We can define finite element spaces and forms on sub-domains. This is in particular useful for multi-physics.

For that, we define a geometry and assign domain lables to the different regions. In the example below we have an "outer" and an "inner" sub-domain.

We define the first H1-finite element space fes1 only on the inner sub-domain by writing

fes1 = H1(mesh, definedon="inner")

For the definedon argument we may give one (!) string which is interpreted as a regex filter. The space is defined on all sub-domains matching the regex. Alternatively, we may give a (1-based) list of sub-domain numbers.

We can generate a region via

mesh.Materials("inner")
mesh.Boundaries("b|r|t")

A region has a link to the mesh, and an array of flags defining if a sub-domain (respectively boundary part) belongs to the region. A region may be a volume region, or are boundary region. The boundary region in the statement above is the union of the boundaries labeled "b", "r", and "t".

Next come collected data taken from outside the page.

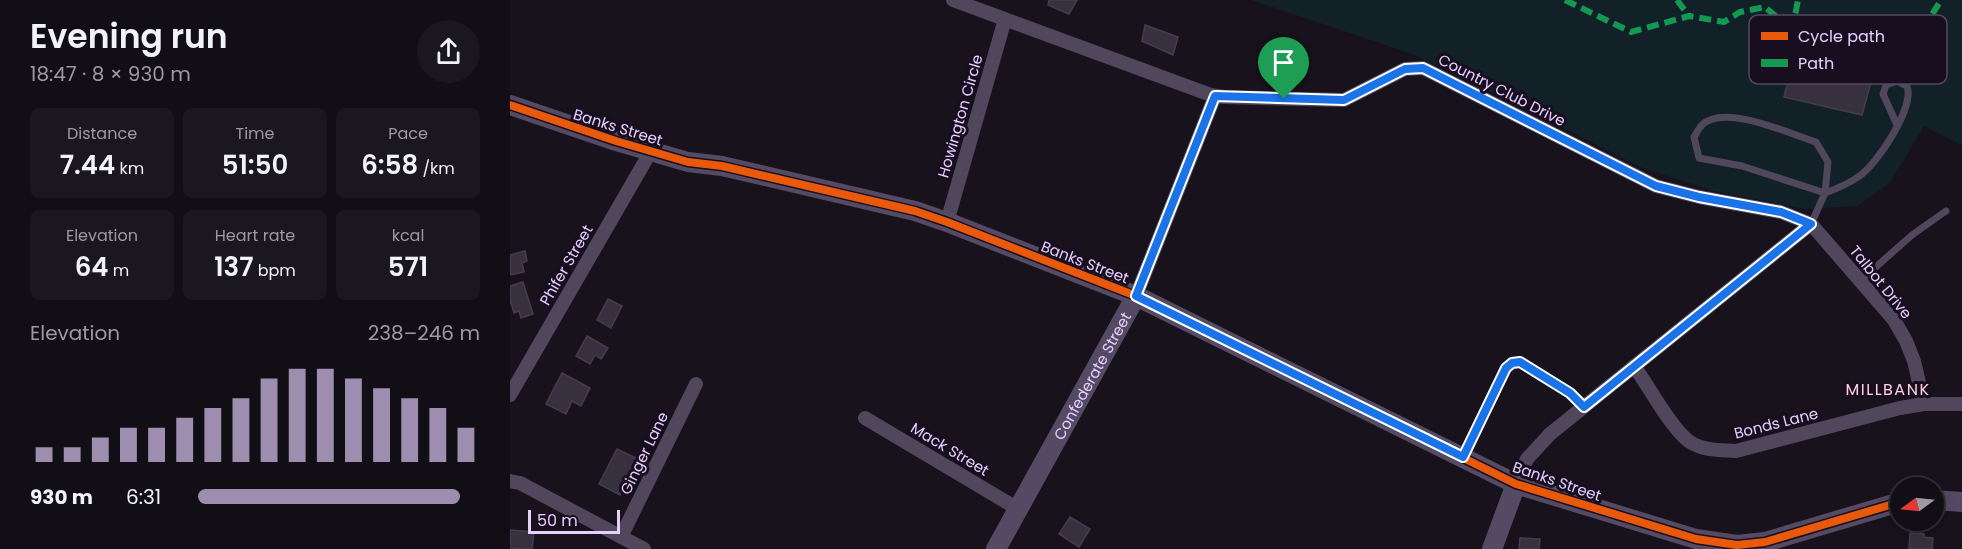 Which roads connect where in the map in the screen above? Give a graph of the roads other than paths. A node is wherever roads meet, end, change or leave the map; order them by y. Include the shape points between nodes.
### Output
1 (953, 0) edge
2 (1005, 19) junction
3 (1889, 84) edge
4 (1903, 84) edge
5 (1215, 96) junction
6 (510, 105) edge
7 (1897, 125) junction
8 (651, 151) junction
9 (1825, 194) junction
10 (1947, 211) dead end
11 (947, 222) junction
12 (1811, 224) junction
13 (1860, 281) junction
14 (1136, 296) junction
15 (1634, 366) junction
16 (696, 384) dead end
17 (510, 395) edge
18 (1924, 404) junction
19 (1962, 404) edge
20 (1584, 407) junction
21 (865, 418) dead end
22 (1463, 457) junction
23 (510, 481) edge
24 (1516, 484) junction
25 (1944, 501) edge
26 (1962, 502) edge
27 (1890, 505) edge
28 (1018, 510) junction
29 (621, 537) junction
30 (1739, 547) edge
31 (644, 549) edge
32 (996, 549) edge
33 (1492, 549) edge

1 - 2 street, Country Club Drive
2 - 5 street, Country Club Drive
2 - 11 street, Howington Circle
3 - 7 lane via 1883,94
4 - 7 lane via 1909,93
5 - 12 street, Country Club Drive via 1344,100 1405,69 1423,68 1656,186 1781,212
5 - 14 street, Confederate Street
6 - 8 street, Banks Street
7 - 9 lane via 1888,145 1860,176
8 - 11 street, Banks Street via 915,211
8 - 17 street, Phifer Street
9 - 9 lane via 1828,162 1816,142 1741,118 1720,117 1702,124 1694,137 1699,158 1742,166
9 - 12 lane
10 - 13 lane via 1912,235
11 - 14 street, Banks Street
12 - 13 street, Talbot Drive
12 - 15 street
13 - 18 street, Talbot Drive via 1906,340
14 - 22 street, Banks Street
14 - 28 street, Confederate Street
15 - 18 street, Bonds Lane via 1678,431 1690,442 1710,450 1736,451
15 - 20 street
16 - 29 street, Ginger Lane
18 - 19 street, Bonds Lane
20 - 22 lane via 1570,393 1520,362 1512,363 1506,368
20 - 24 street via 1527,459
21 - 28 street, Mack Street
22 - 24 street, Banks Street
23 - 29 street
24 - 30 street, Banks Street via 1696,539
24 - 33 street
25 - 26 street
27 - 30 street, Banks Street
28 - 32 street, Confederate Street
29 - 31 street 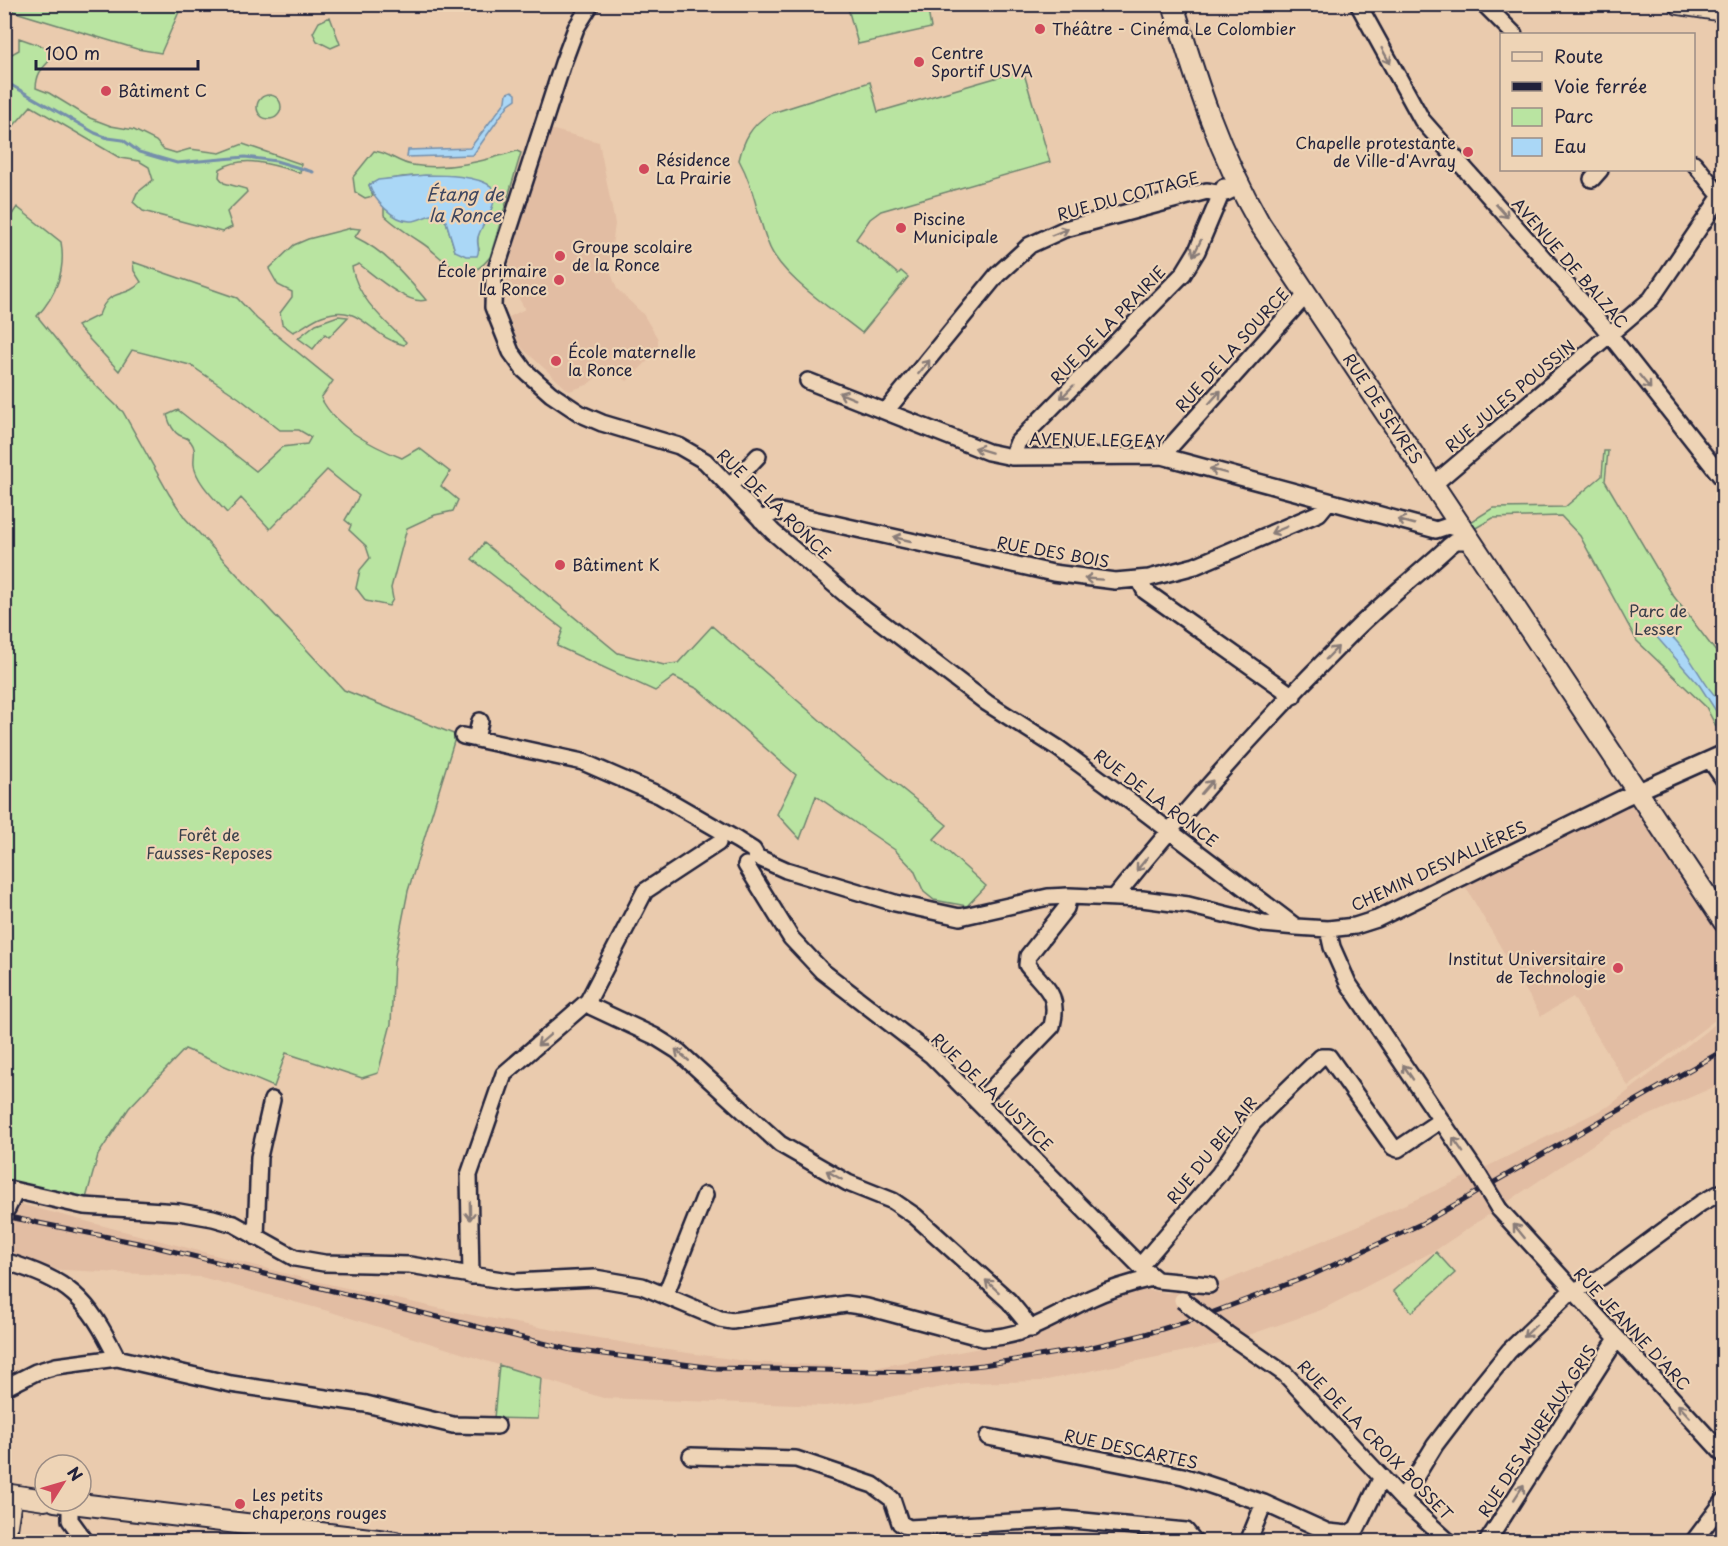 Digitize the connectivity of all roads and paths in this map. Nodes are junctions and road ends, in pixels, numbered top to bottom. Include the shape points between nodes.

If an integrator shall be defined only on a sub-domain, we can give the region to it:

f += SymbolicLFI (u1*v, definedon=mesh.Materials("inner"))

Why cannot we give just say: definedon="inner" ? An integrator internally creates an array of flags specifying whether it is defined on a region, or not. The expression SymbolicFLI(.., definedon="inner") would have no information of the mesh, and could not generated this array of flags. Creating the region from the mesh provides the connection to the mesh object.

You find a complete example using sub-domains is here ( example</how_to/res_definedon/definedon.py>)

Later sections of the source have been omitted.